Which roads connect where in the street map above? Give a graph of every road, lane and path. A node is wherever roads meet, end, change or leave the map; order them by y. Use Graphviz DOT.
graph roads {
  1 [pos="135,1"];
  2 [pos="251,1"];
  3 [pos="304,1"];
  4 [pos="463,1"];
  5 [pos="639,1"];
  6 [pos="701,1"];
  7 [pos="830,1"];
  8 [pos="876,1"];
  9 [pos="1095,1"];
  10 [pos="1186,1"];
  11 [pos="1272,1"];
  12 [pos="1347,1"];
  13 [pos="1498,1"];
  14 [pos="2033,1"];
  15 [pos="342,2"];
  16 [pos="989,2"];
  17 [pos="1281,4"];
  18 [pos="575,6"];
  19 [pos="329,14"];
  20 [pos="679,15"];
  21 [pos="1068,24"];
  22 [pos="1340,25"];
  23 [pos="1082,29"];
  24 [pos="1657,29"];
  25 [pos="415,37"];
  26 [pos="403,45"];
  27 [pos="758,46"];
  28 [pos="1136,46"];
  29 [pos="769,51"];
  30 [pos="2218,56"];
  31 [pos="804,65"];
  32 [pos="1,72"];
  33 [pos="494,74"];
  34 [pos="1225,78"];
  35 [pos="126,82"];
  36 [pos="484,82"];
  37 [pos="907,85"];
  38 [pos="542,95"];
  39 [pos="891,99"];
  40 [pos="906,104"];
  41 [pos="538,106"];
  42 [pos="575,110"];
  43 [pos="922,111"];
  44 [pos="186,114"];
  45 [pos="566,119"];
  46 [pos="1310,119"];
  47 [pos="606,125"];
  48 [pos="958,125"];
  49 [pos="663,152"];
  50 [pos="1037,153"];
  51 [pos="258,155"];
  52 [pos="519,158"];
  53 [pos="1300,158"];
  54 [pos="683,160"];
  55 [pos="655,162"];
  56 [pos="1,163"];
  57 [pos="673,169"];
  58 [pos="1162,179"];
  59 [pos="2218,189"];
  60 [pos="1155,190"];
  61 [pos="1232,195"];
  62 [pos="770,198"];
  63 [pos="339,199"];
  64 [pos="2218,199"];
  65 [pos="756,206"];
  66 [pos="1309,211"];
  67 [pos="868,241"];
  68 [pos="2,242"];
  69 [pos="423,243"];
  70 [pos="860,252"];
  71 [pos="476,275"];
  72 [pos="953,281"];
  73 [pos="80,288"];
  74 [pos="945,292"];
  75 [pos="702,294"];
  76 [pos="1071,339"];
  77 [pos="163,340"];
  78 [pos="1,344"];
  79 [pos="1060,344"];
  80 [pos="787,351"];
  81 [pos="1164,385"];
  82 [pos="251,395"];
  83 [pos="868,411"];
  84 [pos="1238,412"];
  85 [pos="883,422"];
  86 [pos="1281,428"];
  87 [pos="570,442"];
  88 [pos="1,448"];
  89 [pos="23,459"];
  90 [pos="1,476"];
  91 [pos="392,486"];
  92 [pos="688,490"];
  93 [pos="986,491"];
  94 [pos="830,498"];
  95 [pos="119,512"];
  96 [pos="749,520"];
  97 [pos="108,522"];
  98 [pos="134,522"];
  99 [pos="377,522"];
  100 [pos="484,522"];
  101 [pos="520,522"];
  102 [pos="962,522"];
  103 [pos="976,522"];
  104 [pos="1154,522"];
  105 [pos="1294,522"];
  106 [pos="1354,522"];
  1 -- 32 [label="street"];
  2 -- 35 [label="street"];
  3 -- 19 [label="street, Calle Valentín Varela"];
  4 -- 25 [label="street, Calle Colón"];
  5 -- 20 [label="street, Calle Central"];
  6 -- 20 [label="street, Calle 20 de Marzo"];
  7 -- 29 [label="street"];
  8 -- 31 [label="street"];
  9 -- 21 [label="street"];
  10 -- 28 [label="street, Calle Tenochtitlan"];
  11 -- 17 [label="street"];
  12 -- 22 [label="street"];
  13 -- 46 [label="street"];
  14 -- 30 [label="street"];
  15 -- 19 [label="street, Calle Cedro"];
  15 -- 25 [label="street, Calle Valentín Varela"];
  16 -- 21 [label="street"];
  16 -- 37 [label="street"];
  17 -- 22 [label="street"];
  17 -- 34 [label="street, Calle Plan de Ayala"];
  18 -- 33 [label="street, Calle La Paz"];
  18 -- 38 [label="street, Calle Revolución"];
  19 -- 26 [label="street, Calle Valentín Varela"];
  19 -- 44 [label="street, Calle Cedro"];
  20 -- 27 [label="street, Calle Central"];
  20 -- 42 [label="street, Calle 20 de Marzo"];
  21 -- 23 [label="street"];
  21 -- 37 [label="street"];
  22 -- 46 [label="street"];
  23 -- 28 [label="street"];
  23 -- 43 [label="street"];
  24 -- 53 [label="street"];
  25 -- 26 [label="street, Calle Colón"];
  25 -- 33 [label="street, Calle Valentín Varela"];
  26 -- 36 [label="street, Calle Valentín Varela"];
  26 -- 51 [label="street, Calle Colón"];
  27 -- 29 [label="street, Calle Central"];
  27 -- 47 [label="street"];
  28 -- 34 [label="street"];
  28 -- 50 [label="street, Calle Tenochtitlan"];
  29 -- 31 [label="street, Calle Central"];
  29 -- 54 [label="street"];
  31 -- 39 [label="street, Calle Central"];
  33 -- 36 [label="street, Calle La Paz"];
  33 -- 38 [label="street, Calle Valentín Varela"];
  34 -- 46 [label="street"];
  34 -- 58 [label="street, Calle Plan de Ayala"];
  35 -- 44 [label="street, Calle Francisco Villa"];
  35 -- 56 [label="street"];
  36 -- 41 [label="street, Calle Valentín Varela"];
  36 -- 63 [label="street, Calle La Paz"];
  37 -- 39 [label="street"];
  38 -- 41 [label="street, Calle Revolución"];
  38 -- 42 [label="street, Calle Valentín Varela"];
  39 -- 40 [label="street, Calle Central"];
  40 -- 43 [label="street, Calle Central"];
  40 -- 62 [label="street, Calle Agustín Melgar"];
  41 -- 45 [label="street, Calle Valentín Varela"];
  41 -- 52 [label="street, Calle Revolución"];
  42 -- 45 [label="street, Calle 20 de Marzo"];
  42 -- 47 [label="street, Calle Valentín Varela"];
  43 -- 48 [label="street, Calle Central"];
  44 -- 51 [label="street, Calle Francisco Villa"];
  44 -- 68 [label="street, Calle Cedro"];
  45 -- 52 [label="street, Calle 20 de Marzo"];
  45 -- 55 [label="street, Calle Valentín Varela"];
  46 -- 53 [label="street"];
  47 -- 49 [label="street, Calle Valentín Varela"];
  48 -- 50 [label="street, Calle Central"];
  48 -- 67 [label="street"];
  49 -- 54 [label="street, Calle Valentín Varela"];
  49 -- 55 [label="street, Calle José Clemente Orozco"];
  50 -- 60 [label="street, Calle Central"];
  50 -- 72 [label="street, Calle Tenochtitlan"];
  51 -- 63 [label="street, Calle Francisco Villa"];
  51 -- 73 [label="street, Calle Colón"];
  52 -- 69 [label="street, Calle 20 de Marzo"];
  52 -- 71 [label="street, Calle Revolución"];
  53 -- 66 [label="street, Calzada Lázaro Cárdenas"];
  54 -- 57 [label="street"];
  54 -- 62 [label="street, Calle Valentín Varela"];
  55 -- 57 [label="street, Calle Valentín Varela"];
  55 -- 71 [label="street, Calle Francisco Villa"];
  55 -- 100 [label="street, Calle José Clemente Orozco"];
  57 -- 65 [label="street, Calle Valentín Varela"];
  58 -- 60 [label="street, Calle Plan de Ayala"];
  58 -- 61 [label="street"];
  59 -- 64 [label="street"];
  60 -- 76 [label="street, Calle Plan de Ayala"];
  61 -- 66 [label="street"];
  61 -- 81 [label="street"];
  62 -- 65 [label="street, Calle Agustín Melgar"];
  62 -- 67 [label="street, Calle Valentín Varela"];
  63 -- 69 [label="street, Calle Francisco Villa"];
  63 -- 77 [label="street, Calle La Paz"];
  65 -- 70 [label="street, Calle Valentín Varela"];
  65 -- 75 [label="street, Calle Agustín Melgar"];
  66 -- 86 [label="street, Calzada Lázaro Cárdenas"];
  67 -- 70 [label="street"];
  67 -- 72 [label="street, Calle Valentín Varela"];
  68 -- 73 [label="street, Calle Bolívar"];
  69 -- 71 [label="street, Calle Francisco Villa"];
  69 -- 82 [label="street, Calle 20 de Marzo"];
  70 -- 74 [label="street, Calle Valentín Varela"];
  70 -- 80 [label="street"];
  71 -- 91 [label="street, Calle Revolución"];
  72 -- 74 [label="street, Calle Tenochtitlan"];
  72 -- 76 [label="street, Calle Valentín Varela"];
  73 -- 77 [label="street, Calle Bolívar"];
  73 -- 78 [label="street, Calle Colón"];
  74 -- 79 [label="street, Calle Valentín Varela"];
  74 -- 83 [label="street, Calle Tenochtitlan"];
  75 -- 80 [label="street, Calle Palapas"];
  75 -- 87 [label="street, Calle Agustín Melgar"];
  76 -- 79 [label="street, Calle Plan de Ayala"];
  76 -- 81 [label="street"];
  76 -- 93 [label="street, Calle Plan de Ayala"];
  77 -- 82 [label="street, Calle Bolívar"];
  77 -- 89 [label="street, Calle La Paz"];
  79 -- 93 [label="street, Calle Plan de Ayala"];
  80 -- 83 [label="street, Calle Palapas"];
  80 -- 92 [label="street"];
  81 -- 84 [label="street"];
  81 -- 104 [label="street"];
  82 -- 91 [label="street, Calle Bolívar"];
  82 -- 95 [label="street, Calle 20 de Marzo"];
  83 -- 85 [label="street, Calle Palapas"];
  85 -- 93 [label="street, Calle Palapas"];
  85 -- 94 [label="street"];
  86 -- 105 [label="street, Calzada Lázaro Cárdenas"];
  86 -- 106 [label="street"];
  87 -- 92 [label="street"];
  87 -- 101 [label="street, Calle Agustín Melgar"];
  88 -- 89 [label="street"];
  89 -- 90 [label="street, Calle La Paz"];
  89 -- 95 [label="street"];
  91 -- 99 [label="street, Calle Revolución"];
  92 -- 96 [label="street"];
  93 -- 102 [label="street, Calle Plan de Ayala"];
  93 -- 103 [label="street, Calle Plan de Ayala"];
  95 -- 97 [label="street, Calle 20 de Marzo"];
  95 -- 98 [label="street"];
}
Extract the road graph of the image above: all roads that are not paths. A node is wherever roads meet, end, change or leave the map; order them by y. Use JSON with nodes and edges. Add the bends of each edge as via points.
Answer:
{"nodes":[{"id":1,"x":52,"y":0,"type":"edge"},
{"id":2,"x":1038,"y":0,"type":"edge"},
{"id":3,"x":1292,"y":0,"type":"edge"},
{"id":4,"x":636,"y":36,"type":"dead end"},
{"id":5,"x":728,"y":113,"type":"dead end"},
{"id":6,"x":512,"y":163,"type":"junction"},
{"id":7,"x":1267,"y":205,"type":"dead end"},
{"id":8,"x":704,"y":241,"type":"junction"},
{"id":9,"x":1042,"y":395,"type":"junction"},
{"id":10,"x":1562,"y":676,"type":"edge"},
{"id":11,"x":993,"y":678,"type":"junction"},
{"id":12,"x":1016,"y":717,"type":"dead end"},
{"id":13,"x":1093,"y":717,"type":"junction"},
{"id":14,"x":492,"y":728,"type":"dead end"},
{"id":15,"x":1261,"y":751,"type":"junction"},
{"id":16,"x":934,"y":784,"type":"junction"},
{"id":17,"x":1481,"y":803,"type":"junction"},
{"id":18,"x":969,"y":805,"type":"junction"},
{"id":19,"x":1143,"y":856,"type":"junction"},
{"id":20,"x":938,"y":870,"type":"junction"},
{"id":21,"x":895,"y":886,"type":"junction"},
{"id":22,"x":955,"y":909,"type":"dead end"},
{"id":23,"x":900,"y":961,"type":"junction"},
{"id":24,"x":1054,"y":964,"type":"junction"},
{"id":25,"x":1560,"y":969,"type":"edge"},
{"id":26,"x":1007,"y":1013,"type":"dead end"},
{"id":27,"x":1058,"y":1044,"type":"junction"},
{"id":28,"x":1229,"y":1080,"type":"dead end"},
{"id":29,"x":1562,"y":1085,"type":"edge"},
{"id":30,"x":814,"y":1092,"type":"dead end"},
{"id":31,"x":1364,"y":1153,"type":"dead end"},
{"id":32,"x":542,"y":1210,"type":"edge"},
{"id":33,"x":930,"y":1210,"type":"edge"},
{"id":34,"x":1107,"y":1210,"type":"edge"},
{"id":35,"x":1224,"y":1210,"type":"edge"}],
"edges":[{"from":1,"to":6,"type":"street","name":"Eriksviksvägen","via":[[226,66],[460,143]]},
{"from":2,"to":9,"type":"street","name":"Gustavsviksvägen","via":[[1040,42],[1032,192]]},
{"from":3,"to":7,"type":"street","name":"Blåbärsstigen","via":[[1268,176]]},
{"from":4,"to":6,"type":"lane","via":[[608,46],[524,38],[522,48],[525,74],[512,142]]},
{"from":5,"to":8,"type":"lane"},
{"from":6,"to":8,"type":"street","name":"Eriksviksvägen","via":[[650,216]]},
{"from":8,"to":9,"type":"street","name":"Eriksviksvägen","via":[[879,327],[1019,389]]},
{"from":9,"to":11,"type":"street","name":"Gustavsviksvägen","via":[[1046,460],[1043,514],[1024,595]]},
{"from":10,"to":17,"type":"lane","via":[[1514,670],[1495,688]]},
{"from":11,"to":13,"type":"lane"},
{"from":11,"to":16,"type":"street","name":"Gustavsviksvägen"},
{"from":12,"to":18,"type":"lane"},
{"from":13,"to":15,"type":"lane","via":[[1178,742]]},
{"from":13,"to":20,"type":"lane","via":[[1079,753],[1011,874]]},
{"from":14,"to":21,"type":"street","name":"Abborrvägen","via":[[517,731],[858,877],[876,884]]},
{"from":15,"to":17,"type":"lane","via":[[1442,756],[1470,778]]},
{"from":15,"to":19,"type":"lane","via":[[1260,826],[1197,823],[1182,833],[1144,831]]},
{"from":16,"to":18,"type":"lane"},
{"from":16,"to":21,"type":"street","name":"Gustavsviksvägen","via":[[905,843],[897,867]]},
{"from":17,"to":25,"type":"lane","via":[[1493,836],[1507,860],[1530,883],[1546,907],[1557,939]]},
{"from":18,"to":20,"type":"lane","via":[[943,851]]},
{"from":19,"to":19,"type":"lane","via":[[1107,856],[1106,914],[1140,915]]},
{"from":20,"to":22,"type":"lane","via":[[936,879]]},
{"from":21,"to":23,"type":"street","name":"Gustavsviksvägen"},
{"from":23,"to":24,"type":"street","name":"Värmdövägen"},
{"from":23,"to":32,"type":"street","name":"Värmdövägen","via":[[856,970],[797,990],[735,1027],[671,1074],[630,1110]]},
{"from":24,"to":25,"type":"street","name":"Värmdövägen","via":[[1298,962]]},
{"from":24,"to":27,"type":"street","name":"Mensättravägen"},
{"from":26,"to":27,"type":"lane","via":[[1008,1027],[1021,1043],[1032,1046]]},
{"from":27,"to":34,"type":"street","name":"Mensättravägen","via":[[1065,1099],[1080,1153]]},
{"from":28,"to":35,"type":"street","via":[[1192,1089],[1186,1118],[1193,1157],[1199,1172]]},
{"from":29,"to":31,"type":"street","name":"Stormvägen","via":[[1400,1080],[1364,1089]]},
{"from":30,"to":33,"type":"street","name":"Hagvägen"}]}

## Your assignment
Only a number is expected: the count of lines in the entries that include the string "Melgar".

## Finished task
5